I almost skipped lunch today. And my stomach wasn't happy. My usual Thursday allotment of time between my two classes was shortened, as I had to venture to Vancouver, WA today. When I returned, I spent the remainder of my break studying and getting only 1/4 of one assignment finished...which is way less than I intended to complete. Thus, I was unable to eat until after my second class...which begins at 2:30. After class, my stomach was yelling at me to eat something and the rest of my tired body agreed, so I went to the nearest food...the cafeteria. I already knew this was a bad idea because a) it was in between meal times, so food was scarce, b) I have to walk past giant mint leaves to get into the cafeteria and the smell of mint makes me gag, c) the food there is really, really expensive...especially the to-go food that they sell between meal times, and d) to-go food is never all that good. Yet, knowing all of that, I still went because I have very little non-breakfast food items and because I really wanted something hot and was hoping there would be hot food (it's literally been several days since I had food that wasn't pre-packaged).

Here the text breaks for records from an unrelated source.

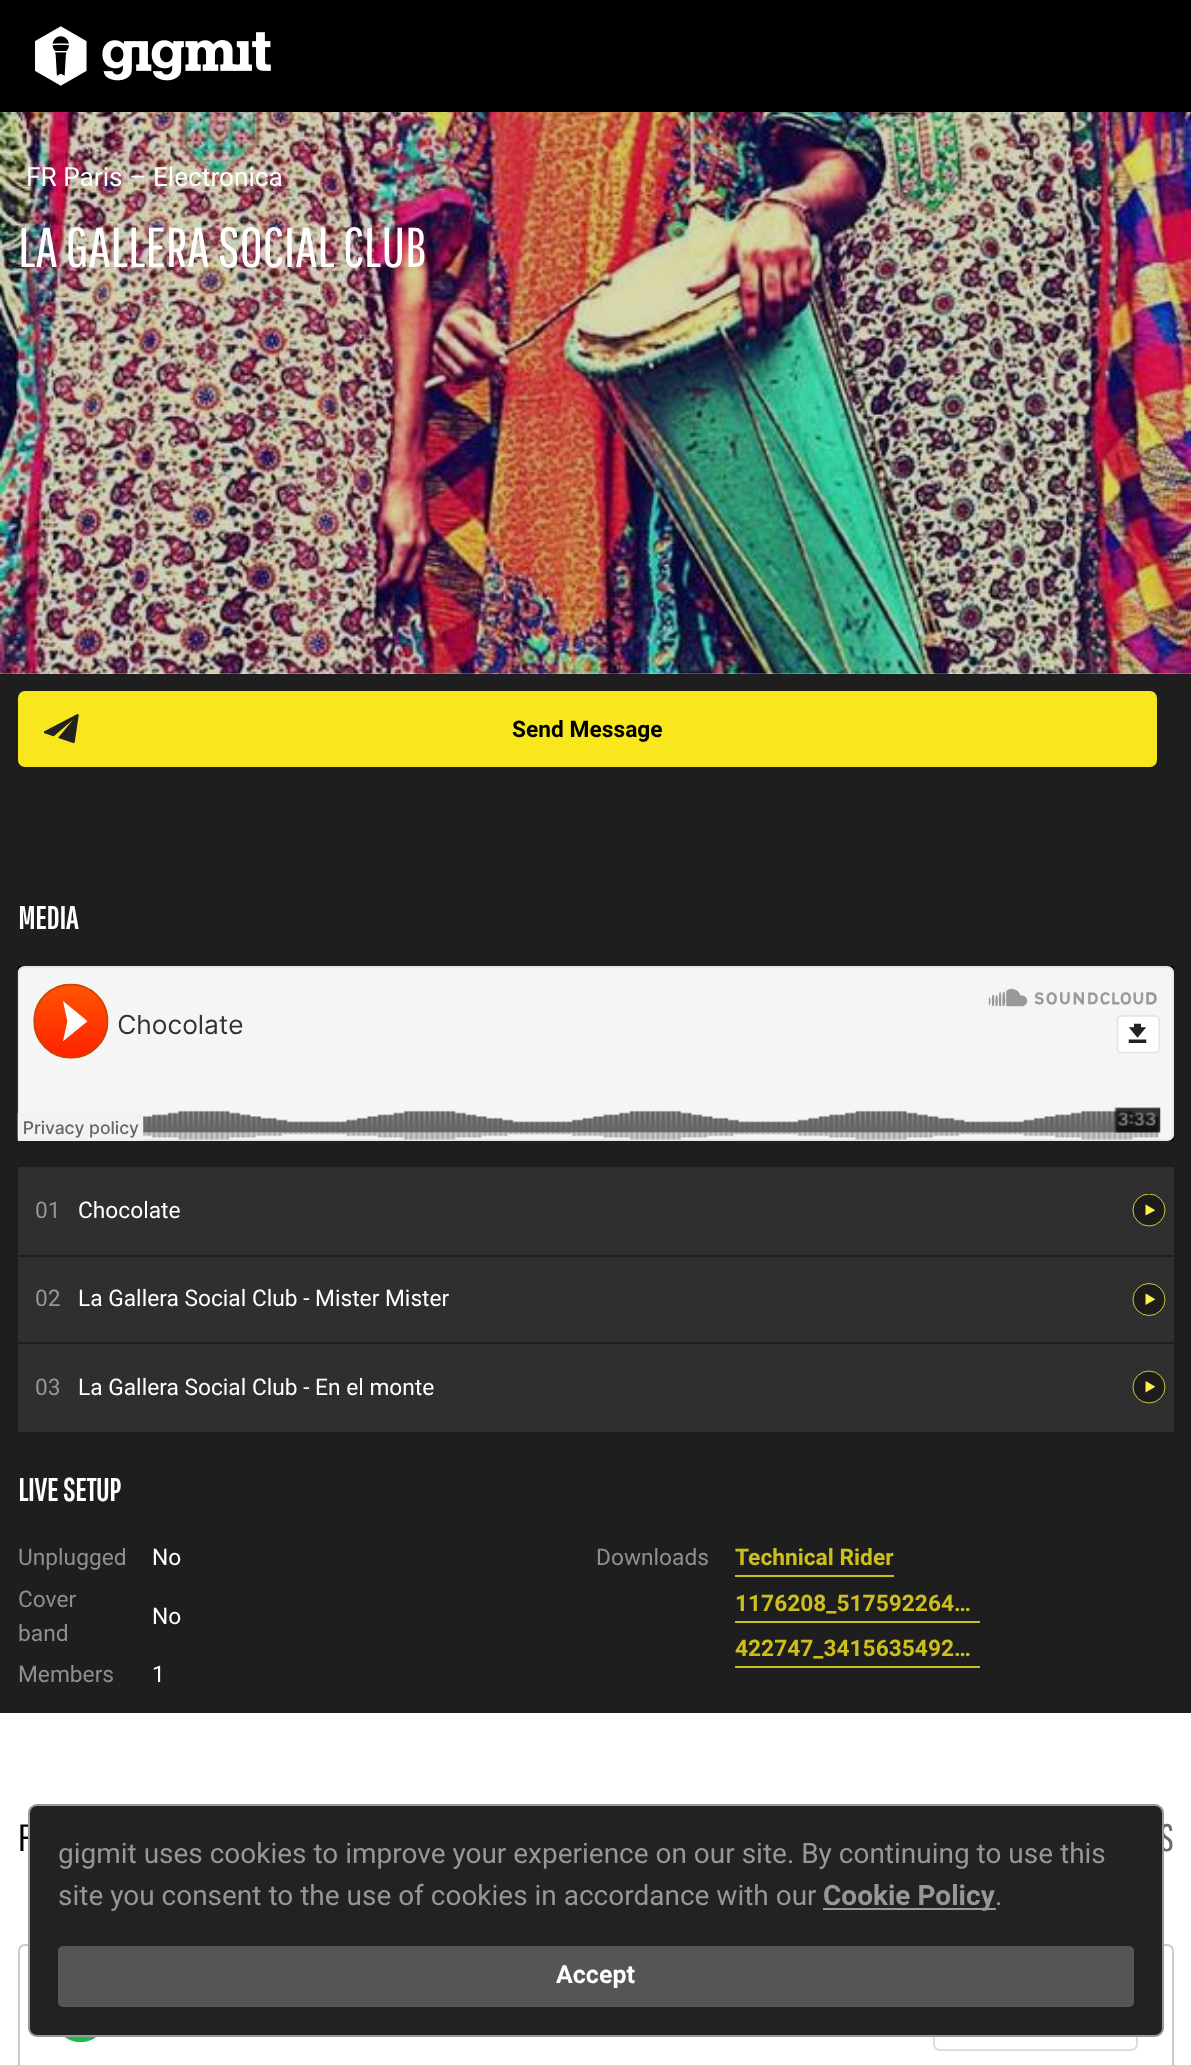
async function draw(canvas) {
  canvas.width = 1191
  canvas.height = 2065
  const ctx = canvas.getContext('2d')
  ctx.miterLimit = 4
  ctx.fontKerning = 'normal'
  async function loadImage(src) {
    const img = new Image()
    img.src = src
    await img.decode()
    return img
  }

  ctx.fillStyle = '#fff'
  ctx.fillRect(0, 0, 1191, 2065)
  ctx.fillStyle = '#000'
  ctx.fillRect(0, 0, 1191, 112)
  ctx.drawImage(await loadImage('image0.png'), 35, 26, 236, 60)
  ctx.drawImage(await loadImage('image1.png'), 0, 112, 1191, 562)
  ctx.font = '26.25px Roboto'
  ctx.fillStyle = '#fff'
  ctx.fillText('FR Paris – Electronica', 26, 186)
  ctx.font = '56px Pathway Gothic One'
  ctx.fillText('LA GALLERA SOCIAL CLUB', 18, 267)
  ctx.fillStyle = '#1e1e1e'
  ctx.fillRect(0, 674, 1191, 1039)
  ctx.fillStyle = '#f8e71c'
  ctx.beginPath()
  ctx.roundRect(18, 691, 1139, 76, 7)
  ctx.fill()
  ctx.drawImage(await loadImage('image2.png'), 44, 714, 35, 30)
  ctx.font = 'bold 22.75px Roboto'
  ctx.fillStyle = '#000'
  ctx.fillText('Send Message', 512, 737)
  ctx.font = 'bold 31.5px Pathway Gothic One'
  ctx.fillStyle = '#fff'
  ctx.fillText('MEDIA', 18, 929)
  ctx.fillStyle = '#000'
  ctx.fillRect(18, 966, 1156, 175)
  ctx.drawImage(await loadImage('image3.png'), 17, 966, 1157, 175)
  ctx.fillStyle = '#2f2f2f'
  ctx.fillRect(18, 1167, 1156, 88)
  ctx.font = '22.75px Roboto'
  ctx.fillStyle = '#979797'
  ctx.fillText('01', 35, 1218)
  ctx.fillStyle = '#fff'
  ctx.fillText('Chocolate', 78, 1218)
  ctx.fillStyle = '#1c1c1c'
  ctx.beginPath()
  ctx.arc(1149, 1210, 16, 0, 2 * Math.PI)
  ctx.fill()
  ctx.save()
  ctx.beginPath()
  ctx.rect(1132, 1194, 34, 33)
  ctx.clip()
  ctx.beginPath()
  ctx.arc(1149, 1210, 16, 0, 2 * Math.PI)
  ctx.strokeStyle = '#ffef4d'
  ctx.lineWidth = 0.8
  ctx.stroke()
  ctx.restore()
  ctx.fillStyle = '#ffef4d'
  ctx.beginPath()
  ctx.moveTo(1155, 1210)
  ctx.lineTo(1155, 1210.5)
  ctx.lineTo(1145.5, 1215.5)
  ctx.lineTo(1145.5, 1206.5)
  ctx.bezierCurveTo(1145.5, 1203, 1146, 1204.5, 1149, 1206.5)
  ctx.closePath()
  ctx.fill()
  ctx.fillStyle = '#2f2f2f'
  ctx.fillRect(18, 1257, 1156, 85)
  ctx.fillStyle = '#979797'
  ctx.fillText('02', 35, 1306)
  ctx.fillStyle = '#fff'
  ctx.fillText('La Gallera Social Club - Mister Mister', 78, 1306)
  ctx.fillStyle = '#1c1c1c'
  ctx.beginPath()
  ctx.arc(1149, 1299.5, 16, 0, 2 * Math.PI)
  ctx.fill()
  ctx.strokeStyle = '#ffef4d'
  ctx.lineWidth = 0.8
  ctx.stroke()
  ctx.fillStyle = '#ffef4d'
  ctx.beginPath()
  ctx.moveTo(1155, 1299)
  ctx.lineTo(1155, 1299.5)
  ctx.lineTo(1145.5, 1305)
  ctx.lineTo(1145.5, 1296)
  ctx.bezierCurveTo(1145.5, 1292.5, 1146, 1294, 1149, 1295.5)
  ctx.closePath()
  ctx.fill()
  ctx.fillStyle = '#2f2f2f'
  ctx.fillRect(18, 1344, 1156, 88)
  ctx.fillStyle = '#979797'
  ctx.fillText('03', 35, 1395)
  ctx.fillStyle = '#fff'
  ctx.fillText('La Gallera Social Club - En el monte', 78, 1395)
  ctx.fillStyle = '#1c1c1c'
  ctx.beginPath()
  ctx.arc(1149, 1387, 16, 0, 2 * Math.PI)
  ctx.fill()
  ctx.stroke()
  ctx.fillStyle = '#ffef4d'
  ctx.beginPath()
  ctx.moveTo(1155, 1386.5)
  ctx.lineTo(1155, 1387)
  ctx.lineTo(1145.5, 1392.5)
  ctx.lineTo(1145.5, 1383.5)
  ctx.bezierCurveTo(1145.5, 1380, 1146, 1381.5, 1149, 1383)
  ctx.closePath()
  ctx.fill()
  ctx.font = 'bold 31.5px Pathway Gothic One'
  ctx.fillStyle = '#fff'
  ctx.fillText('LIVE SETUP', 18, 1501)
  ctx.font = '22.75px Roboto'
  ctx.fillStyle = '#8f8f8f'
  ctx.fillText('Unplugged', 18, 1565)
  ctx.fillStyle = '#fff'
  ctx.fillText('No', 152, 1565)
  ctx.fillStyle = '#8f8f8f'
  ctx.fillText('Cover', 18, 1607)
  ctx.fillText('band', 18, 1641)
  ctx.fillStyle = '#fff'
  ctx.fillText('No', 152, 1624)
  ctx.fillStyle = '#8f8f8f'
  ctx.fillText('Members', 18, 1682)
  ctx.fillStyle = '#fff'
  ctx.fillText('1', 152, 1682)
  ctx.fillStyle = '#8f8f8f'
  ctx.fillText('Downloads', 596, 1565)
  ctx.fillStyle = '#ccbf1c'
  ctx.fillRect(735, 1575, 159, 2)
  ctx.font = 'bold 22.75px Roboto'
  ctx.fillText('Technical Rider', 735, 1565)
  ctx.fillRect(735, 1621, 245, 2)
  ctx.fillText('1176208_517592264…', 735, 1611)
  ctx.fillRect(735, 1666, 245, 2)
  ctx.fillText('422747_3415635492…', 735, 1656)
  ctx.font = '38px Pathway Gothic One'
  ctx.fillStyle = '#000'
  ctx.fillText('F', 18, 1851)
  ctx.fillStyle = '#686868'
  ctx.fillText('S', 1159, 1851)
  ctx.beginPath()
  ctx.roundRect(19, 1945, 1154, 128, 6)
  ctx.strokeStyle = '#ccc'
  ctx.lineWidth = 2
  ctx.stroke()
  ctx.drawImage(await loadImage('image4.png'), 65, 2037, 31, 5)
  ctx.beginPath()
  ctx.roundRect(934, 1982, 203, 68, 6)
  ctx.strokeStyle = '#ddd'
  ctx.stroke()
  ctx.fillStyle = '#222'
  ctx.beginPath()
  ctx.roundRect(29, 1805, 1134, 231, 8)
  ctx.fill()
  ctx.strokeStyle = '#999'
  ctx.stroke()
  ctx.font = '28px Roboto'
  ctx.fillStyle = '#979797'
  ctx.fillText('gigmit uses cookies to improve your experience on our site. By continuing to use this', 58, 1863)
  ctx.fillText('site you consent to the use of cookies in accordance with our', 58, 1905)
  ctx.fillStyle = '#999'
  ctx.fillRect(823, 1908, 173, 2)
  ctx.font = 'bold 28px Roboto'
  ctx.fillStyle = '#979797'
  ctx.fillText('Cookie Policy', 823, 1905)
  ctx.font = '28px Roboto'
  ctx.fillText('.', 995, 1905)
  ctx.fillStyle = '#555'
  ctx.beginPath()
  ctx.roundRect(58, 1946, 1076, 61, 5)
  ctx.fill()
  ctx.font = 'bold 25px Roboto'
  ctx.fillStyle = '#fff'
  ctx.fillText('Accept', 556, 1983)
}

draw(document.querySelector('canvas'))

I was wrong to hope such vile hopes. The cafeteria had virtually no food. So, I bought the only things that looked good: an egg salad sandwich and a pear. This totaled to $6.25 (remember, Oregon doesn't have sales tax, then look at that number again. $6.25 for hard broiled egg and a couple sliced of lettuce on bread, and a pear). Still, knowing the price, I bought it, and walked the long walk back to my dorm. Too hungry to handle the stairs, I took the elevator up all 8 floors of my dorm, the entire time thinking about the money I had just wasted.
I decided to save half my sandwich for dinner because it was between meal times and why not split up the food...make all $5.25 of sandwich worth every bit. It was a tasty sandwich, don't get me wrong. And the eggs are only cage free eggs. And the bread contained no high fructose corn syrup. But still, it was expensive.
Worse than the sandwich, though, was the pear. For the same amount of money that I could probably buy several pears at the local grocery store, I bought one, single, crunchy pear. That's right, crunchy. I know what you're thinking, and that's what I was thinking on my first bite as well, Pears are supposed to be soft, not crunchy! I wasted a whole dollar that could have been used elsewhere on a single unripe pear.
This is why I'm experimenting with making my own food. Because at least when it's a waste of money and a waste of food, it's my fault.